Stored items
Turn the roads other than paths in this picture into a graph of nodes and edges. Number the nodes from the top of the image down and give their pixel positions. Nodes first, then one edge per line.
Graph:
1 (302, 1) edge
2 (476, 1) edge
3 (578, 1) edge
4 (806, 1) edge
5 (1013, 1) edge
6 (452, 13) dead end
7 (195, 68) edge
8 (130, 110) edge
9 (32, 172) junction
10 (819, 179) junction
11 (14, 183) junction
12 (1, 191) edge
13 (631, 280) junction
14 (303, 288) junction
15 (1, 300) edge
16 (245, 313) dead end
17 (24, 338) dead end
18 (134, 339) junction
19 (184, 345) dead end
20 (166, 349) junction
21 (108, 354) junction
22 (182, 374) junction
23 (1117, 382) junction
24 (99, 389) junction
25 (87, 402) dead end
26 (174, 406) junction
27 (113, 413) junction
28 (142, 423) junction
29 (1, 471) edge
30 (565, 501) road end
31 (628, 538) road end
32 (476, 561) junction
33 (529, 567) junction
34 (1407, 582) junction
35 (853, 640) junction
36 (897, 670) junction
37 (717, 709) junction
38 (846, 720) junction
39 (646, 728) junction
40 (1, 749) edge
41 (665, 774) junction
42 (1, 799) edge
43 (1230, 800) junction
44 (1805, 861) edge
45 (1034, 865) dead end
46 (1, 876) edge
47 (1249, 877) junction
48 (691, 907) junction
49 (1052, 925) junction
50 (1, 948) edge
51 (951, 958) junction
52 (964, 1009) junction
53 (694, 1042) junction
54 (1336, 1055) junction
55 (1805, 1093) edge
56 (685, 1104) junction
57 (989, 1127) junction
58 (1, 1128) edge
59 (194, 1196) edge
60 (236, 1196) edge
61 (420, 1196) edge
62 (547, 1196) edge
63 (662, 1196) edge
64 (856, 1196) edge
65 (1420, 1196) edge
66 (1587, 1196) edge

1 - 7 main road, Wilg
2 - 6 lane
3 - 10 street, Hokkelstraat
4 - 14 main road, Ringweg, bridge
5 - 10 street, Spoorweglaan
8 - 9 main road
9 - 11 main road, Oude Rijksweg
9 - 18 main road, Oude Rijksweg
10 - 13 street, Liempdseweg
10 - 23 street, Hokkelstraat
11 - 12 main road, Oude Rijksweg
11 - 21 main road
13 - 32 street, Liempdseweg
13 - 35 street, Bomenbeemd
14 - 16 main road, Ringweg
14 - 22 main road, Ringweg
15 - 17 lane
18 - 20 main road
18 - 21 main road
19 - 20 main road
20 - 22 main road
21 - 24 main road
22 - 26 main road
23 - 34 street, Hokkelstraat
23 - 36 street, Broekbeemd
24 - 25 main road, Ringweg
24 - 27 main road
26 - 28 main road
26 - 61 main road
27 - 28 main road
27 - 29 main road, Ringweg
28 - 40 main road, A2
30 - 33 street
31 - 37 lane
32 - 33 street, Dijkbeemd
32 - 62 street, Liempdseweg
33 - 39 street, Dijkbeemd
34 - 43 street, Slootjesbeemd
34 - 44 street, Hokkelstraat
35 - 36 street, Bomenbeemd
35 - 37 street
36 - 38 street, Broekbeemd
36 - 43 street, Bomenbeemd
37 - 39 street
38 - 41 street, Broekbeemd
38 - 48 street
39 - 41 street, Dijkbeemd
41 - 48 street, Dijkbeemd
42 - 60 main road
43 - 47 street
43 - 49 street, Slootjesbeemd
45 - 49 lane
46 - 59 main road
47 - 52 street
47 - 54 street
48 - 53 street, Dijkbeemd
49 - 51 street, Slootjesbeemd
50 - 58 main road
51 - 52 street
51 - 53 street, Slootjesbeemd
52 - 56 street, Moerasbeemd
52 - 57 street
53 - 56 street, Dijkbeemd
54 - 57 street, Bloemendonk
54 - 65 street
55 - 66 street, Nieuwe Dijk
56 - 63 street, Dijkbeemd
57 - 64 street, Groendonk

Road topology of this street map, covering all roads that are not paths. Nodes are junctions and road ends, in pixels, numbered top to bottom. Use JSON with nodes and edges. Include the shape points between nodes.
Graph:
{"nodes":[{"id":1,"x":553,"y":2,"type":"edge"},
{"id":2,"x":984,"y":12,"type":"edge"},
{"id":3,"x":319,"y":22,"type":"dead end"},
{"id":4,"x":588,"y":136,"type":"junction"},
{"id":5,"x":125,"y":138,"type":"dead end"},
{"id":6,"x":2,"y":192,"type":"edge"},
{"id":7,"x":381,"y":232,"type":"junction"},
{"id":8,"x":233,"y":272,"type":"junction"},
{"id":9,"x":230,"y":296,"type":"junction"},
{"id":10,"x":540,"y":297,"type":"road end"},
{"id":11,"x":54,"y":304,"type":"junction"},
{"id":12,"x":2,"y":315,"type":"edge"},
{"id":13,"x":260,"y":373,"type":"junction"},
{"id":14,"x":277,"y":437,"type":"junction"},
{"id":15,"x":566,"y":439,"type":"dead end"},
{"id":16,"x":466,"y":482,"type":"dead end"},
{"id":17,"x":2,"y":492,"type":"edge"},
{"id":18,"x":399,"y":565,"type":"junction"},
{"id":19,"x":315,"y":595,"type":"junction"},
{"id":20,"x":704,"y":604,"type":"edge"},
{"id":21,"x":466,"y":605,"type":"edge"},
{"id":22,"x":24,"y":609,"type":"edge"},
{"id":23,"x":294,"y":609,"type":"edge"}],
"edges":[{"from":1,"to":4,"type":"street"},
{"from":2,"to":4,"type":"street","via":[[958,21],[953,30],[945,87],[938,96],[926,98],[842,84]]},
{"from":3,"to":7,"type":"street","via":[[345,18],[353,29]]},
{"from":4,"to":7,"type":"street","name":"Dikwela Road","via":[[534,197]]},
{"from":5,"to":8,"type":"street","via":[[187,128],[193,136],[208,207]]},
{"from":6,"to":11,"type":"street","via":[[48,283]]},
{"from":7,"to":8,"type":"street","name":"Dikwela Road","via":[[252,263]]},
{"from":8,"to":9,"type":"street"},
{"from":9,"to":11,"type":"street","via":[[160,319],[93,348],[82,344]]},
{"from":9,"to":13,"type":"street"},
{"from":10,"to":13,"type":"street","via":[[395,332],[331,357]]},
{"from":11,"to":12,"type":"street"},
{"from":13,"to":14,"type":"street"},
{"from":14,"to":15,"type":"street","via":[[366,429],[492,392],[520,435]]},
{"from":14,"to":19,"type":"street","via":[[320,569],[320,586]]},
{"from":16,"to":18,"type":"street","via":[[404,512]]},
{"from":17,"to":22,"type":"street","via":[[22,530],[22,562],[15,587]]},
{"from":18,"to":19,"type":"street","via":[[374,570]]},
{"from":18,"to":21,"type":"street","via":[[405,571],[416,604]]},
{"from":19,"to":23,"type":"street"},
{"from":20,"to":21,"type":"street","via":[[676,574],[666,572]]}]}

- _Work order_
Pick each line holding "Hokkelstraat" out of the entries above and return it.

- _Response area_
3 - 10 street, Hokkelstraat
10 - 23 street, Hokkelstraat
23 - 34 street, Hokkelstraat
34 - 44 street, Hokkelstraat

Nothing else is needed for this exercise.